* **Recorded data**:

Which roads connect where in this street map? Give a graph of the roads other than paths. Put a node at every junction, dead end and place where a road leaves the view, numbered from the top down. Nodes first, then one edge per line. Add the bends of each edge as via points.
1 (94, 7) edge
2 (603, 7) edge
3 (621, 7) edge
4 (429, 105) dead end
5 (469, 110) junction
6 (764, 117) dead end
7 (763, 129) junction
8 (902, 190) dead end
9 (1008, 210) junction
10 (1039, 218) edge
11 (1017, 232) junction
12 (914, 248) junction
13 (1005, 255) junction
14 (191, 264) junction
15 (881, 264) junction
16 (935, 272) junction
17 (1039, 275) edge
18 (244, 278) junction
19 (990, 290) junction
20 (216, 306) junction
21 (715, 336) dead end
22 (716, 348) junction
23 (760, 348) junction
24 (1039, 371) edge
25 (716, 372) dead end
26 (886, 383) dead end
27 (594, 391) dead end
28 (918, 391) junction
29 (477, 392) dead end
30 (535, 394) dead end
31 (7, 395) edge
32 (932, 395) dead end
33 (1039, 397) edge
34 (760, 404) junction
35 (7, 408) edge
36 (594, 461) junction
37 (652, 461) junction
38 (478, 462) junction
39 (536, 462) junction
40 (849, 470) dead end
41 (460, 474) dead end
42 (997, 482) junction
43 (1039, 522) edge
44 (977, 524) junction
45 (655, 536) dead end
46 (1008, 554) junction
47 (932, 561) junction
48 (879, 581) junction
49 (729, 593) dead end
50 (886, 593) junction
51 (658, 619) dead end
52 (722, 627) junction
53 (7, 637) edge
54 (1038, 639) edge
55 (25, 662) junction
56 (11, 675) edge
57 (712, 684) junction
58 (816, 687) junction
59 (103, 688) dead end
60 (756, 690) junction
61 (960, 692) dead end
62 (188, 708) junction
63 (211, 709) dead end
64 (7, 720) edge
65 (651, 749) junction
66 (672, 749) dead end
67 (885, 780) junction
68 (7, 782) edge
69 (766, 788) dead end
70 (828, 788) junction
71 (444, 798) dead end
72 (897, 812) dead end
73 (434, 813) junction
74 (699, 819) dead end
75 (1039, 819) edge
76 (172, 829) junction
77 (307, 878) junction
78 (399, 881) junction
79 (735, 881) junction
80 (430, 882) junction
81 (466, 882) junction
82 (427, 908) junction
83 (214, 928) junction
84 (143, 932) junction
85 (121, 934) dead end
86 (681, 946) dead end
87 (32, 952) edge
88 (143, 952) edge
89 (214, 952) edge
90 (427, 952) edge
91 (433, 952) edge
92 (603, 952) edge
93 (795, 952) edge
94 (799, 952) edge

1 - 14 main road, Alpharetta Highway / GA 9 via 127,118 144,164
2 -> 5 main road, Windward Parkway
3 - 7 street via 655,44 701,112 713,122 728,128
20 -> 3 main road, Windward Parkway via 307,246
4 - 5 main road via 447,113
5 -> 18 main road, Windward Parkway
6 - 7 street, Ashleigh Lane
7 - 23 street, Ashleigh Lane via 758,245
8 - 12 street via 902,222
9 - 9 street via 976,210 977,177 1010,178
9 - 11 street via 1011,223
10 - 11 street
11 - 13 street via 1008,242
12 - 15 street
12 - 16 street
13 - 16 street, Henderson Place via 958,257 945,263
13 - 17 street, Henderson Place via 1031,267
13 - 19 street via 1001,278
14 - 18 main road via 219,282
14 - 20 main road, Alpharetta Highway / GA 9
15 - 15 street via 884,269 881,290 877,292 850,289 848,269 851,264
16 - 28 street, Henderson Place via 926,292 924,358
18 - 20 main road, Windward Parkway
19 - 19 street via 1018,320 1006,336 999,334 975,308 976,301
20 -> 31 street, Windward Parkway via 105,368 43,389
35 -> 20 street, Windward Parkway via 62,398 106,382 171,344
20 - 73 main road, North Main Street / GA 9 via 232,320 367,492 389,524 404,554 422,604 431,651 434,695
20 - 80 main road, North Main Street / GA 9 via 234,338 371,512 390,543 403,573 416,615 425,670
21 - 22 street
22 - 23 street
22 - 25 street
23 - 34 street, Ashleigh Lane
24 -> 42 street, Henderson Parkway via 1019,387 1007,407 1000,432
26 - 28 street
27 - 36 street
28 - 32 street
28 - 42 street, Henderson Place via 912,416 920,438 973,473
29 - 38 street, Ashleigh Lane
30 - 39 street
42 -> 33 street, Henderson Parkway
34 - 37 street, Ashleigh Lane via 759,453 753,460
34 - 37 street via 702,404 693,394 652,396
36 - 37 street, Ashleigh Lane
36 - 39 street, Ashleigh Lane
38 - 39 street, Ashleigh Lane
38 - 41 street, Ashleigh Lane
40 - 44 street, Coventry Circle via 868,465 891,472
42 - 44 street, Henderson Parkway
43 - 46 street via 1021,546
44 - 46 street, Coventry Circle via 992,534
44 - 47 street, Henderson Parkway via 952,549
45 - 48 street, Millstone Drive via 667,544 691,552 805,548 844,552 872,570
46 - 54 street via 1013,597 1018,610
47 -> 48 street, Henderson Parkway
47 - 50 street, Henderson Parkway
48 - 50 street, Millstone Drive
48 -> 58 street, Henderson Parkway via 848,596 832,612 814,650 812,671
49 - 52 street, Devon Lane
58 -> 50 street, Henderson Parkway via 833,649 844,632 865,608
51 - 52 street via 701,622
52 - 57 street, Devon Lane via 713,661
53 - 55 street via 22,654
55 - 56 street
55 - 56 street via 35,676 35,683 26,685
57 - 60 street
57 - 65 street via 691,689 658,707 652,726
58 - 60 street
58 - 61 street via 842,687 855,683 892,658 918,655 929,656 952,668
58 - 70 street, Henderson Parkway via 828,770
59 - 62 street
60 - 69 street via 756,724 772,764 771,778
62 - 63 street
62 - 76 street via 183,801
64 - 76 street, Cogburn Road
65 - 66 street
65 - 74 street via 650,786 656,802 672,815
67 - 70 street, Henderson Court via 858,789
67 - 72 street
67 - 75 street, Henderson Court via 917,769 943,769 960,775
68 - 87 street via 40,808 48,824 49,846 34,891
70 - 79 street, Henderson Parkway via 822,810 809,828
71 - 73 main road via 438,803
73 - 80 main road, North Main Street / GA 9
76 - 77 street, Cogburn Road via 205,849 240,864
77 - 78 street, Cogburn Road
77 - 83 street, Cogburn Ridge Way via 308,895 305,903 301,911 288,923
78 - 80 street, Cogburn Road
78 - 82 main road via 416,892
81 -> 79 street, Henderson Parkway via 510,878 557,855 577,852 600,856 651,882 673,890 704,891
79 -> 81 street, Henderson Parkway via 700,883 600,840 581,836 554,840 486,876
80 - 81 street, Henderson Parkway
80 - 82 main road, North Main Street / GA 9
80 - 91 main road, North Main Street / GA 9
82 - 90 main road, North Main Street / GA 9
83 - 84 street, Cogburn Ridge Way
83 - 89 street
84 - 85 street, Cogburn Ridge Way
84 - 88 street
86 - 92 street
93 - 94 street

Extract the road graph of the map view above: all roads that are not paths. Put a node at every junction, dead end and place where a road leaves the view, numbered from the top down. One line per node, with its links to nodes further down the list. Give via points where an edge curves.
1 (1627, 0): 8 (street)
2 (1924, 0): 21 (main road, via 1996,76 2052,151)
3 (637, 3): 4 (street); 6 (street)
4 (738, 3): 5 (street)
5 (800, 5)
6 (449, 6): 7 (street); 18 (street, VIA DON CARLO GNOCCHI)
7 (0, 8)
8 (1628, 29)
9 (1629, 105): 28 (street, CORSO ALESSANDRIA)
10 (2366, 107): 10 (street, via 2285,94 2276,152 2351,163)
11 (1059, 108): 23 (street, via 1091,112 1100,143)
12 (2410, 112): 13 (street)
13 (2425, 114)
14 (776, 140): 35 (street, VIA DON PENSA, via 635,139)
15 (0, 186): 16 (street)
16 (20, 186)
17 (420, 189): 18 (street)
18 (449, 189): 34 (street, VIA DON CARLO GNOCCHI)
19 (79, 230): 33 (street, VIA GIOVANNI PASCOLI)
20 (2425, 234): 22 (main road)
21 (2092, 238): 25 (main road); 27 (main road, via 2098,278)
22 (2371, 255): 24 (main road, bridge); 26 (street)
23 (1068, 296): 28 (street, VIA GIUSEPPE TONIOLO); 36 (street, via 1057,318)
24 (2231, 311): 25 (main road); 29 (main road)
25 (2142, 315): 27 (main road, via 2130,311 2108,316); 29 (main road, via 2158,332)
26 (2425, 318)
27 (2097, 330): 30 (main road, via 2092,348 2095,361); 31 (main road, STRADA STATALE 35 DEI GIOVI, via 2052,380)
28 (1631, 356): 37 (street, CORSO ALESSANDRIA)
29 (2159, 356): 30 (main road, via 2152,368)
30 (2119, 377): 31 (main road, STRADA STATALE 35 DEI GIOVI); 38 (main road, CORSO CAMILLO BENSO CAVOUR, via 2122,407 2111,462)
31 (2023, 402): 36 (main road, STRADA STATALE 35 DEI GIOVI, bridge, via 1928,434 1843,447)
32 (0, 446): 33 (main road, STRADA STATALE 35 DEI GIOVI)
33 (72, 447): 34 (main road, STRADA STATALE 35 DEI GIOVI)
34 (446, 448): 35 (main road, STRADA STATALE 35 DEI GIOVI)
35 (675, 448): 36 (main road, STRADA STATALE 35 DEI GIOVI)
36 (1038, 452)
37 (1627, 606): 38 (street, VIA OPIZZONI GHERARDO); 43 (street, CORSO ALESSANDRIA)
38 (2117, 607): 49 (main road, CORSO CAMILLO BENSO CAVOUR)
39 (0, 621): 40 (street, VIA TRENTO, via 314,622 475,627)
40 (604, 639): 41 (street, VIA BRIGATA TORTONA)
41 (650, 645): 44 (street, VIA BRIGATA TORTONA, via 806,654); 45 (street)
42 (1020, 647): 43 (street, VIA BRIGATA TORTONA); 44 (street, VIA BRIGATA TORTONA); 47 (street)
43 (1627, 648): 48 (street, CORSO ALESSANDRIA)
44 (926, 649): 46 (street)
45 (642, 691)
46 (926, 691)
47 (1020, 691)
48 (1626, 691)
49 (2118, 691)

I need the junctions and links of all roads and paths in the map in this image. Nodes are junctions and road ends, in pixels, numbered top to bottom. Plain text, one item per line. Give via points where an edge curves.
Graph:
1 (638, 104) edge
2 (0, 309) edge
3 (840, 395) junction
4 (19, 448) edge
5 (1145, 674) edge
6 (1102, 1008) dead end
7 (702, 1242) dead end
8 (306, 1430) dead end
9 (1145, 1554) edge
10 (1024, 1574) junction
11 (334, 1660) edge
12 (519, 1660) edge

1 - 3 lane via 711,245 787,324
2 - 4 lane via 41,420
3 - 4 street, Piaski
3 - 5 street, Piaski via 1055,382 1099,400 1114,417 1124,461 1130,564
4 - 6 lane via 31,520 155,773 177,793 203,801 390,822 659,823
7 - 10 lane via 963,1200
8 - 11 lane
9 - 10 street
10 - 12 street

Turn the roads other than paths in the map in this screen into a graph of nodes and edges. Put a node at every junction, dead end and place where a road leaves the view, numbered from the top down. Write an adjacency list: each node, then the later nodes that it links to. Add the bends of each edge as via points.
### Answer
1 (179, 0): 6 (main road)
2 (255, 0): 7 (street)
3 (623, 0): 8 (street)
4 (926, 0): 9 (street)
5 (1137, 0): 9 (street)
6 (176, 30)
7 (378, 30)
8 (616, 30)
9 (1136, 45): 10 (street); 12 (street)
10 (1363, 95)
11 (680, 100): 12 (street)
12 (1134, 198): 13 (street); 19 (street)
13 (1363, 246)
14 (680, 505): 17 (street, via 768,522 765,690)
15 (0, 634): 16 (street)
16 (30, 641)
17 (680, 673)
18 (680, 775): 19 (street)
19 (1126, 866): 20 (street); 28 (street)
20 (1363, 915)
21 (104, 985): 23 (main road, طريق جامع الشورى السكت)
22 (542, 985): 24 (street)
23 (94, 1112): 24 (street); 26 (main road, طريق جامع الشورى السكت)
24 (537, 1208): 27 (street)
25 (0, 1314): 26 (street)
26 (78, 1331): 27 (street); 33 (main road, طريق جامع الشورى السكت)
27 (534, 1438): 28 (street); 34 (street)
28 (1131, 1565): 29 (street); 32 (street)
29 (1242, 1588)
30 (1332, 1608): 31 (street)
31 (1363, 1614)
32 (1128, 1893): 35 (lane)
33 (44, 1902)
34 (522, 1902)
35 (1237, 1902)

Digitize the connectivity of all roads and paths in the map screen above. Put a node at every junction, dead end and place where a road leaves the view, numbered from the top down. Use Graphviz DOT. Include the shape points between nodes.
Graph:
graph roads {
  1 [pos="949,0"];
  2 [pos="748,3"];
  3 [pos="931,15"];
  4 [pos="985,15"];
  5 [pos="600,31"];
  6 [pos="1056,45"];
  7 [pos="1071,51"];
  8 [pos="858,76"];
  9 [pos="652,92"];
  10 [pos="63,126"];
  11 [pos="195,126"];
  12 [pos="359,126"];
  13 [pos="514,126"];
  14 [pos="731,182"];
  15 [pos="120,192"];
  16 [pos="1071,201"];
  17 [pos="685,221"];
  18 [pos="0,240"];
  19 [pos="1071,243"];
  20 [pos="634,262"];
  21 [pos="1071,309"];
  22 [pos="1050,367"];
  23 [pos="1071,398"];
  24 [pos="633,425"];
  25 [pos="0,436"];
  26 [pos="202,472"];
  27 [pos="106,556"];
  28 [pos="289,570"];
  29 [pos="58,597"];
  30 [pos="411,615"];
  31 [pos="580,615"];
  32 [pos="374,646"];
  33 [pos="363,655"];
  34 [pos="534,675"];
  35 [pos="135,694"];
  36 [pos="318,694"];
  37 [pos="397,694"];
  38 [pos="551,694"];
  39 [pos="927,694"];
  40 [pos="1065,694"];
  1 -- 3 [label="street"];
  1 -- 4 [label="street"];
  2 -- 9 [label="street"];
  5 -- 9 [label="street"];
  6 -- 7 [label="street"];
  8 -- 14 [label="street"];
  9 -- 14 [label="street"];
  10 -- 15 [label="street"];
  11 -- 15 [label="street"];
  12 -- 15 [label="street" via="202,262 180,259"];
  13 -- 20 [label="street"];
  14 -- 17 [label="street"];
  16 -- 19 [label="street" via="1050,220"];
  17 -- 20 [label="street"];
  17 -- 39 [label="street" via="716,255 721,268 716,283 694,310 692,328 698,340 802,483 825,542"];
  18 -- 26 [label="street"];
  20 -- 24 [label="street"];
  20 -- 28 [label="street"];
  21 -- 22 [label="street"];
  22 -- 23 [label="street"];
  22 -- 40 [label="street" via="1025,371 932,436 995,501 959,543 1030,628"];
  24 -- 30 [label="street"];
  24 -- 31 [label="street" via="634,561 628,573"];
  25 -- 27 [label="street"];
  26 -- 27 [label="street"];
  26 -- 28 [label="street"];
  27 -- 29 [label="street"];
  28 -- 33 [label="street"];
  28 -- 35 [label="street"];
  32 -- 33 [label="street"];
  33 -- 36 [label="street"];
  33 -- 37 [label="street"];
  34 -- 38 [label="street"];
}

* **Description of the task**:
From the listing above, pick out each line where the word "Give" appears.

* **Task output**:
Which roads connect where in this street map? Give a graph of the roads other than paths. Put a node at every junction, dead end and place where a road leaves the view, numbered from the top down. Nodes first, then one edge per line. Add the bends of each edge as via points.
Extract the road graph of the map view above: all roads that are not paths. Put a node at every junction, dead end and place where a road leaves the view, numbered from the top down. One line per node, with its links to nodes further down the list. Give via points where an edge curves.
I need the junctions and links of all roads and paths in the map in this image. Nodes are junctions and road ends, in pixels, numbered top to bottom. Plain text, one item per line. Give via points where an edge curves.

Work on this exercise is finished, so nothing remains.